What to work on:
Nothing but the images should be left out when the entries are restated word for word.

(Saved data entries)
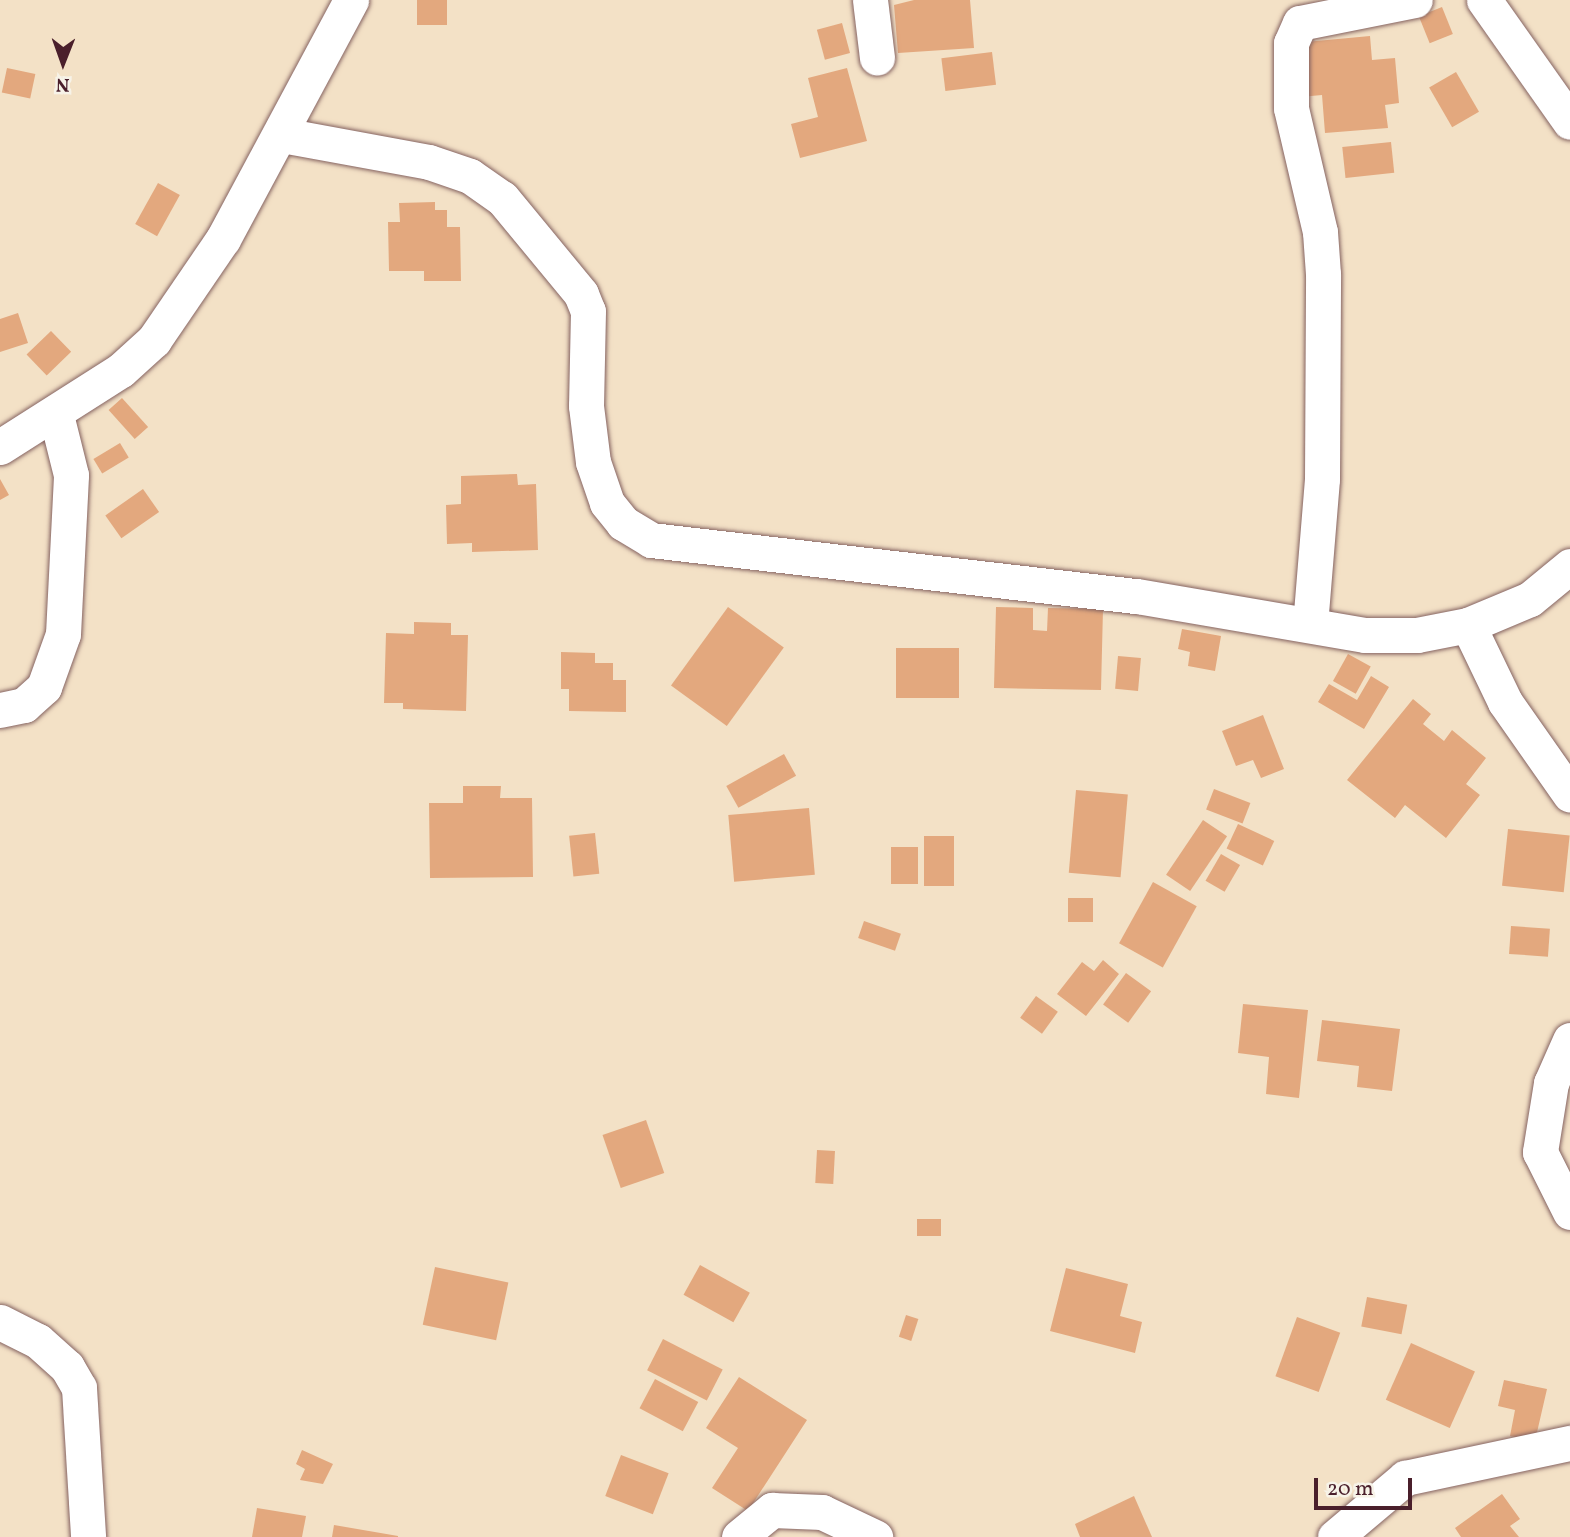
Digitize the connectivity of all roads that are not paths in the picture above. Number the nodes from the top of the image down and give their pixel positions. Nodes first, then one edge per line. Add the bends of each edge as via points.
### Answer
1 (351, 0) edge
2 (870, 0) edge
3 (1415, 0) edge
4 (1484, 0) edge
5 (877, 58) dead end
6 (1570, 122) edge
7 (282, 135) junction
8 (56, 415) junction
9 (0, 447) edge
10 (1570, 566) edge
11 (1310, 625) junction
12 (1468, 625) junction
13 (0, 710) edge
14 (1570, 795) edge
15 (1570, 1040) edge
16 (1570, 1212) edge
17 (0, 1322) edge
18 (1570, 1443) edge
19 (88, 1537) edge
20 (739, 1537) edge
21 (875, 1537) edge
22 (1335, 1537) edge

1 - 7 street
2 - 5 street
3 - 11 street via 1300,23 1291,43 1292,108 1320,232 1323,274 1321,479
4 - 6 street
7 - 8 street via 223,239 155,340
7 - 11 street via 429,162 470,176 502,198 581,294 588,311 586,405 593,462 607,503 637,534 684,547 1137,596
8 - 9 street
8 - 13 street via 71,475 63,634 44,687 24,705
10 - 12 street via 1530,599
11 - 12 street via 1391,635
12 - 14 street via 1505,702
15 - 16 street via 1551,1083 1540,1152
17 - 19 street via 38,1340 67,1367 79,1388
18 - 22 street via 1405,1478
20 - 21 street via 772,1510 822,1512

Your response:
Digitize the connectivity of all roads that are not paths in the picture above. Number the nodes from the top of the image down and give their pixel positions. Nodes first, then one edge per line. Add the bends of each edge as via points.
### Answer
1 (351, 0) edge
2 (870, 0) edge
3 (1415, 0) edge
4 (1484, 0) edge
5 (877, 58) dead end
6 (1570, 122) edge
7 (282, 135) junction
8 (56, 415) junction
9 (0, 447) edge
10 (1570, 566) edge
11 (1310, 625) junction
12 (1468, 625) junction
13 (0, 710) edge
14 (1570, 795) edge
15 (1570, 1040) edge
16 (1570, 1212) edge
17 (0, 1322) edge
18 (1570, 1443) edge
19 (88, 1537) edge
20 (739, 1537) edge
21 (875, 1537) edge
22 (1335, 1537) edge

1 - 7 street
2 - 5 street
3 - 11 street via 1300,23 1291,43 1292,108 1320,232 1323,274 1321,479
4 - 6 street
7 - 8 street via 223,239 155,340
7 - 11 street via 429,162 470,176 502,198 581,294 588,311 586,405 593,462 607,503 637,534 684,547 1137,596
8 - 9 street
8 - 13 street via 71,475 63,634 44,687 24,705
10 - 12 street via 1530,599
11 - 12 street via 1391,635
12 - 14 street via 1505,702
15 - 16 street via 1551,1083 1540,1152
17 - 19 street via 38,1340 67,1367 79,1388
18 - 22 street via 1405,1478
20 - 21 street via 772,1510 822,1512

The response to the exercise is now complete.